The proposed optional safe harbour will only apply to environmental, but not social, DNSH disclosures and is seen as a short-term workaround until the diverging concepts of DNSH within the taxonomy and SFDR can be aligned.
The ESAs have previously consulted on a similar proposal to exempt taxonomy-aligned investments entirely from reporting against DNSH criteria under the SFDR regulation, but last year said they changed their plans “as a result of legal analysis”.
Reconciling the two regulations would require changes to the SFDR’s overarching legislation. That is beyond the powers of the EU’s three financial regulators, the European Securities and Markets Authority (ESMA), European Insurance and Occupational Pensions Authority (EIOPA) and European Banking Authority (EBA).
The latest safe harbour proposal for environmental DNSH disclosures for environmental taxonomy-aligned activities “might boost use of proceeds instruments focused exclusively on such environmental economic activities”, the ESAs said.
The regulators said the issue could be considered as part of an ongoing “comprehensive assessment” of SFDR announced by the European Commission (EC) earlier this year.
Legal observers suggested that flexibility around the application of DNSH would likely be welcomed by the industry, given the complexity of applying a DNSH test.
The proposed relief from green DNSH disclosures is accompanied by quantitative thresholds for DNSH tests, which could be made mandatory in an effort to further standardise the assessment process.
Additions to DNSH disclosures
Under the proposals, fund managers will have to report against four additional mandatory social DNSH indicators, two of which are entirely new.
These relate to portfolio company earnings booked in countries identified as non-cooperative tax jurisdictions by the EU, and the share of investments in companies which have not committed to respect the activities of trade unions.
The remaining two metrics will be mandatory for companies reporting under the EU’s future bloc-wide sustainability company-level reporting regime, the Corporate Sustainability Reporting Directive (CSRD). These are the proportion of employees in portfolio companies earning less than the “adequate” wage as defined by EU laws, and fund exposure to tobacco production.
Where relevant, fund managers can also choose to report against a set of opt-in social indicators which assess inclusive hiring practices and use of contract workers, among others.
The reframing of DNSH disclosures is part of a broader amendment to the SFDR reporting rules which is currently being considered by the regulators, with the remaining changes largely bringing fund-level disclosures in line with the CSRD’s company-level reporting rules.
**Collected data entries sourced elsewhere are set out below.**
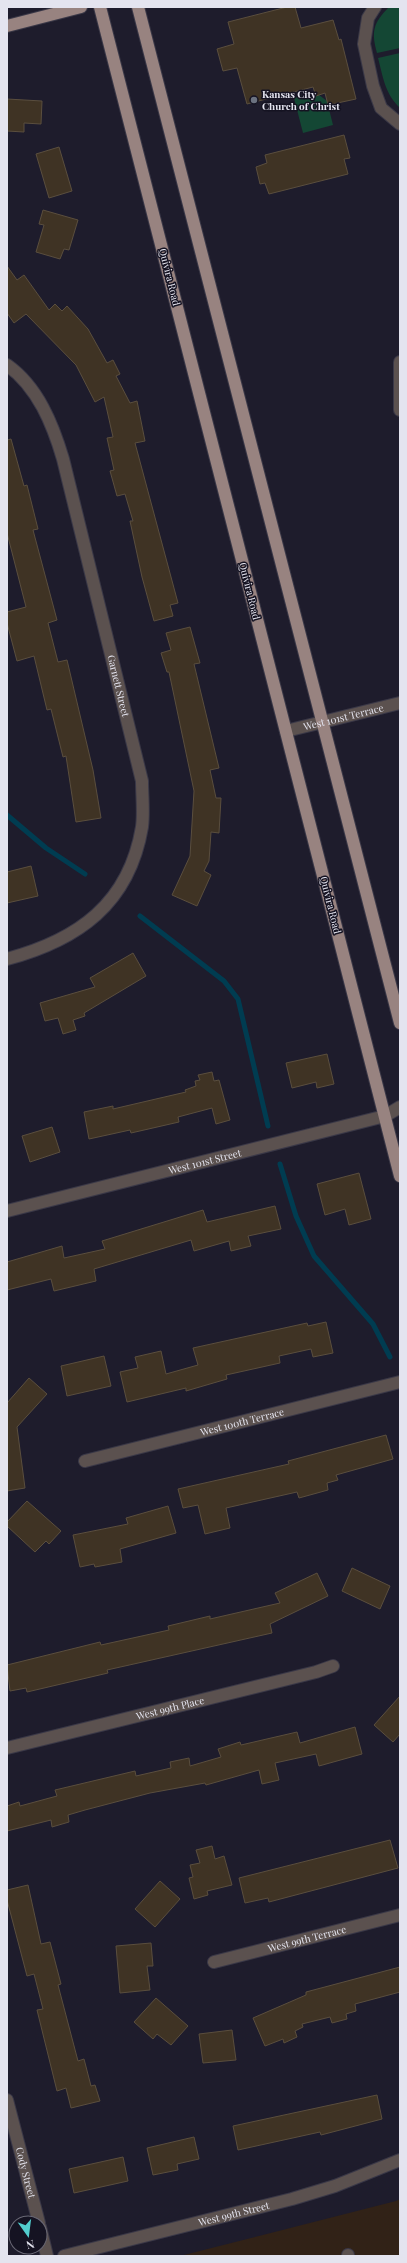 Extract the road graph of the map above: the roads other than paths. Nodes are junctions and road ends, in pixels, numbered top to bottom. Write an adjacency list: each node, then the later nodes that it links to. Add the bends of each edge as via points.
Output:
1 (81, 7): 5 (main road)
2 (100, 7): 12 (main road, Quivira Road)
3 (138, 7): 11 (main road)
4 (375, 7): 6 (street, via 368,18 364,44 373,86 381,108)
5 (7, 26)
6 (400, 124)
7 (400, 362): 9 (street)
8 (7, 365): 13 (street, Garnett Street, via 26,383 43,408 54,429 64,459 140,773 143,811 142,827 134,858 126,876 101,911 62,940)
9 (400, 410)
10 (400, 704): 11 (street, West 101st Terrace)
11 (323, 721): 12 (street, West 101st Terrace); 14 (main road)
12 (286, 731): 16 (main road, Quivira Road)
13 (7, 959)
14 (400, 1023)
15 (400, 1107): 16 (street, West 101st Street)
16 (385, 1116): 17 (main road, Quivira Road); 18 (street, West 101st Street)
17 (400, 1176)
18 (7, 1211)
19 (400, 1382): 20 (street, West 100th Terrace)
20 (85, 1461)
21 (333, 1666): 22 (street, West 99th Place)
22 (7, 1748)
23 (400, 1915): 24 (street, West 99th Terrace)
24 (214, 1962)
25 (7, 2100): 27 (street, Cody Street)
26 (400, 2160): 28 (street, West 99th Street, via 335,2186 292,2199)
27 (37, 2215)
28 (64, 2256)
Decarbonisation and disclosure templates
Fund managers with decarbonisation-themed investment products will be required to disclose whether they aim to reduce the financed emissions of holdings – which can be done through divestment and capital reallocation – or by delivering real-world emissions reduction through the improving climate performance of existing holdings.
Reporting financial institutions can use greenhouse gas accounting and reporting standards for company-level emissions, and the PCAF standard for emissions associated with financial products (which fall under scope 3).
In line with the CSRD drafts, disclosures regarding the use of carbon offsets and greenhouse gas removals should be disclosed separately to company emissions and “should not be considered a means” to achieve emissions reduction targets.
Finally, regulators have proposed significant rewrites to simplify fund disclosure templates for funds registered as ESG-themed under SFDR’s Article 8 and 9 categories, after acknowledging criticism of the “excessive length and the complexity of the information presented”.
However, one financial regulation lawyer told Responsible Investor that firms may be “loathe to go through another exercise of producing updated disclosure templates across all products”, after a similar exercise to meet the current SFDR requirements which came into effect earlier this year.
Stakeholders will be able to submit feedback to the regulators until early July. The finalised draft will need to be adopted by the European Commission before it is signed into law, subject to the approval of member states and the European Parliament.
No timeline has been given for the proposals eventual entry into force but Q4 2023 or Q1 2024 has been described as a “realistic” timeframe by analysts.